SAVURGANLIK DÖNEMİ GERİDE KALDI
Yeni dönem vurgusu yaptınız. Neler olacak inşaat sektörünün yeni döneminde?
Herkes ince eleyip sık dokuyacak ve ihtiyaca göre üretecek. Çünkü ihtiyaca dönük konutun her dönemde satıldığı görüldü. Bir şey daha gördü herkes; bir savurganlık dönemi oldu. Mimarlar, mühendisler, firmalar ve alıcı beklentileri her şeyin en iyisini, fazlası istendi. Bunları da derlemek toparlamak lazım. Maliyetlere dikkat edeceğiz. Ürettiğimiz her şey satılacak bir dönem yok önümüzde. Üretirken dikkatli üreteceğiz. Mesela artık eline geçen her malzeme cepheye yapıştırılmayacak. En gösterişli benim binam olsun yarışı olmayacak. Tasarımdan da vazgeçmeyeceğiz ama daha kontrollü olacak. Sosyal tesislerde de ihtiyaç fazlaları oldu. Bu alanlar yapılırken firmaya, sonrasında yaşayanlara masraf. Bir de sermaye yapısı güçlenecek. Daha çok sermaye daha az borç şeklinde yeni yatırımlar olacak.

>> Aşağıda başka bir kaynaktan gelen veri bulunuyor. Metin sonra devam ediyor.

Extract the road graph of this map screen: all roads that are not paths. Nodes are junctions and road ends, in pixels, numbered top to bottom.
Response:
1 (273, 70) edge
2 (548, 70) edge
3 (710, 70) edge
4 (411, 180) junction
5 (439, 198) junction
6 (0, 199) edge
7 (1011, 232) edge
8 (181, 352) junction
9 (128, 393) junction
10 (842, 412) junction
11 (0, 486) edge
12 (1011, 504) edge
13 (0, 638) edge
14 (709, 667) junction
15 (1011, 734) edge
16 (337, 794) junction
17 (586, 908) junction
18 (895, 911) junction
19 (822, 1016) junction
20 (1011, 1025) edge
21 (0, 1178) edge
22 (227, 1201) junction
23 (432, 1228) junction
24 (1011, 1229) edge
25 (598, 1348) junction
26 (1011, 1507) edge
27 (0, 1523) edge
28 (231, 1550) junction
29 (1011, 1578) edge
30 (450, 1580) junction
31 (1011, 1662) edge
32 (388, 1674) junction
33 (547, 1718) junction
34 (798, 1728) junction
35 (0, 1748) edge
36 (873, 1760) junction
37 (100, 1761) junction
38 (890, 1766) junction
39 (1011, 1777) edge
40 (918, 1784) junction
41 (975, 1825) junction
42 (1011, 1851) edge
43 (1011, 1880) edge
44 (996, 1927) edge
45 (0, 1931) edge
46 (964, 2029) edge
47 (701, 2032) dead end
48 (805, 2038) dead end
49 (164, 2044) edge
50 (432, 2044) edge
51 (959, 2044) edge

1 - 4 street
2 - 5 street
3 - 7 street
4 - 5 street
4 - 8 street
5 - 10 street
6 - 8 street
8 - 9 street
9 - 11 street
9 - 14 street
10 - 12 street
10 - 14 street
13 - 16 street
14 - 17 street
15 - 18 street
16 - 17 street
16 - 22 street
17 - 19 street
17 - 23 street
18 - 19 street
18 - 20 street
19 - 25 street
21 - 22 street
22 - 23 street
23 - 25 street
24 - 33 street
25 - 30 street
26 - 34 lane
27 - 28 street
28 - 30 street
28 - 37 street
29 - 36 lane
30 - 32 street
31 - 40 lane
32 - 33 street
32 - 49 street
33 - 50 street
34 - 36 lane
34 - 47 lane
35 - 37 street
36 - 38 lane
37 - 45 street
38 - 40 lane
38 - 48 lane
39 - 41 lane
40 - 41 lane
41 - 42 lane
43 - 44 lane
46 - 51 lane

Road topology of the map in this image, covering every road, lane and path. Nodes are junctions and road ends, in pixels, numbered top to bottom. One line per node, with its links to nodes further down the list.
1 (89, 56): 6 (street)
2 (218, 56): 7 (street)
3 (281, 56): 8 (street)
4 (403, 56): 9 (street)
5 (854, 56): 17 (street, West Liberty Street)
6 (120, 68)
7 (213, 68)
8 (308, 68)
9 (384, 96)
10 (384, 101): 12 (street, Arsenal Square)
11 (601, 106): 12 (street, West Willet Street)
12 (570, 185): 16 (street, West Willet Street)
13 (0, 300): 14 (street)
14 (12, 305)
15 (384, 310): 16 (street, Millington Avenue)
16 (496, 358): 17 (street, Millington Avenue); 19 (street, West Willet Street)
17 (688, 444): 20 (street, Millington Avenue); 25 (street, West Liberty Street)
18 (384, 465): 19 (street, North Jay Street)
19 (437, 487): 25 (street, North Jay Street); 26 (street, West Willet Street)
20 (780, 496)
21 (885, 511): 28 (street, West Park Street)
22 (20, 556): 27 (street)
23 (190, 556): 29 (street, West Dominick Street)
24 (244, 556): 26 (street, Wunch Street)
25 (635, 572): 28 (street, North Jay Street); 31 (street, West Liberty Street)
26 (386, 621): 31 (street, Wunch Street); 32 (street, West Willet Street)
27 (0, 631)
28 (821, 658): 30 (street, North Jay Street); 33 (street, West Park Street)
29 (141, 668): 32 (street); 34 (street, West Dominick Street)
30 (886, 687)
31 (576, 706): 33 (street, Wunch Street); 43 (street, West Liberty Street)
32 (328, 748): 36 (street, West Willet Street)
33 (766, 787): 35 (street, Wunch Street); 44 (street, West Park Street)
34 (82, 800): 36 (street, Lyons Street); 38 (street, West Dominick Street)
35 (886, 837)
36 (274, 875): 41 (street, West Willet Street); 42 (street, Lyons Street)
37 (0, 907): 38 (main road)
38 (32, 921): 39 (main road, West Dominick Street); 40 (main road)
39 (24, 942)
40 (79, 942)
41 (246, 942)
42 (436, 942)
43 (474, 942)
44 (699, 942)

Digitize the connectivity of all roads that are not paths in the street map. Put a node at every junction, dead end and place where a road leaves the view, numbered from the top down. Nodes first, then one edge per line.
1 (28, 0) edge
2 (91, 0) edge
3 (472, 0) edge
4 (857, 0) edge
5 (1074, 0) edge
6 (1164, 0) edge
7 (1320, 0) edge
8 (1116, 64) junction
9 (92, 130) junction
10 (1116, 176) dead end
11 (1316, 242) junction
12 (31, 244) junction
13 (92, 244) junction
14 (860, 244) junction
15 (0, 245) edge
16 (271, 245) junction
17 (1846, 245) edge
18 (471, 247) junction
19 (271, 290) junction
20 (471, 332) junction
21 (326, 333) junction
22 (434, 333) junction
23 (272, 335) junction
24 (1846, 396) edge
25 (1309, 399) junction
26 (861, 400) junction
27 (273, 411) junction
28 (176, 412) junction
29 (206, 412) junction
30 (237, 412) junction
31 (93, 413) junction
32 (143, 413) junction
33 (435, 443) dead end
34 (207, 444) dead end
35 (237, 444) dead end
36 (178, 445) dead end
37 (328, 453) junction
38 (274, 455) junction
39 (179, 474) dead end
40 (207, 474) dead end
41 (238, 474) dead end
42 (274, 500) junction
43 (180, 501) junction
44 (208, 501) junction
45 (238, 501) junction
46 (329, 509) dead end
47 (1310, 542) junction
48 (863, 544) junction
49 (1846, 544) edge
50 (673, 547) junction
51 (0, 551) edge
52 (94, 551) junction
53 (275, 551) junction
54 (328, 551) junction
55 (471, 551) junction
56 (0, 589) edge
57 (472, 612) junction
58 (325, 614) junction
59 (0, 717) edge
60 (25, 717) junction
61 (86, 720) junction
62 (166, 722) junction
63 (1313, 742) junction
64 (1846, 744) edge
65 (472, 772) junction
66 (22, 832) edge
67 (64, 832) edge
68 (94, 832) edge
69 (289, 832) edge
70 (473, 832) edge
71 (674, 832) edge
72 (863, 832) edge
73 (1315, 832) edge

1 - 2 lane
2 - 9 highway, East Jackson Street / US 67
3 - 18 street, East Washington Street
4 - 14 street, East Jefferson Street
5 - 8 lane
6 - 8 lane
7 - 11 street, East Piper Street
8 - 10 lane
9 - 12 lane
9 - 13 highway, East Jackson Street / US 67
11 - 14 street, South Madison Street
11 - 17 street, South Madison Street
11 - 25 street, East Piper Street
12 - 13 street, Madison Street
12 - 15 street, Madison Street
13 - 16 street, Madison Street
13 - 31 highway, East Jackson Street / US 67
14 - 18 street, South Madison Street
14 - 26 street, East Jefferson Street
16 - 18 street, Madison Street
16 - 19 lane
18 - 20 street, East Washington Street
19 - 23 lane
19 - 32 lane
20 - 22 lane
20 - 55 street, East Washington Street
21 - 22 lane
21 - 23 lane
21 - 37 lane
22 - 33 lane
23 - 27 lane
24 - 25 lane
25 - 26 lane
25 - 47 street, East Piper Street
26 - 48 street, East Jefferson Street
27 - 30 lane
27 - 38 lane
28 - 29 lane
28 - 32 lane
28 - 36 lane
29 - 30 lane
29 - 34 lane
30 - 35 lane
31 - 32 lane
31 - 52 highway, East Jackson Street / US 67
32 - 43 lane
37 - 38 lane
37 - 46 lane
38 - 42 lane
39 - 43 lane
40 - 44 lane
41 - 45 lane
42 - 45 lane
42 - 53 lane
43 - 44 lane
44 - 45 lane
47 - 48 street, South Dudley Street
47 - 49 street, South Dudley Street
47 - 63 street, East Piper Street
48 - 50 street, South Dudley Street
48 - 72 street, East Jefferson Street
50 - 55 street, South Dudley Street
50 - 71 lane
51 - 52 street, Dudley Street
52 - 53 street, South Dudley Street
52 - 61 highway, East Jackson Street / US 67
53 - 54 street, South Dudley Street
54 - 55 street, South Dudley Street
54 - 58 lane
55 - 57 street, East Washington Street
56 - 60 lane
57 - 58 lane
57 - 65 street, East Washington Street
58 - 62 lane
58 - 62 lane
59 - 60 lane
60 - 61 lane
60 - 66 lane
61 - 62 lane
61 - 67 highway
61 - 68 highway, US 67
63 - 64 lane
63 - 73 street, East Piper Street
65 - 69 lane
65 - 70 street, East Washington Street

İHTİYAÇ FAZLASI LÜKS KONUT YAPILDI
Sektör bugün geldiği yere bakınca kendini nasıl eleştirmeli? Yaşanan sorunlarda firmaların nasıl hataları oldu ve bunlar nasıl telafi edilir?
Bu sektörü herkesin fırsat sektörü olarak görüp gelmesi doğru olmadı. Mahalledeki bakkal kasabın iş yapmasından tutun da büyük bir sanayi grubuna kadar hepsini söylüyorum. Bu işe kısa vadeli bakanlar pişman ve elindeki işi bitirip çoğu da gidecek. Ama bu süreçte bizim de kontrolümüz dışında bir stok oluştu. Bir de bizler hatalı ürün yaptık. Çok lüks ürün üretildi. İhtiyaç var ama o kesimden çok lüks üretim var. Oysa insanların alım gücüne göre üretim olmalıydı. Üretilen konutla talep örtüşmedi. Ofis konusunda da bir arz fazlası oldu. Yaşananlardan alınan dersle sektör yoluna devam edecek. Yeni dönem farklı olacak.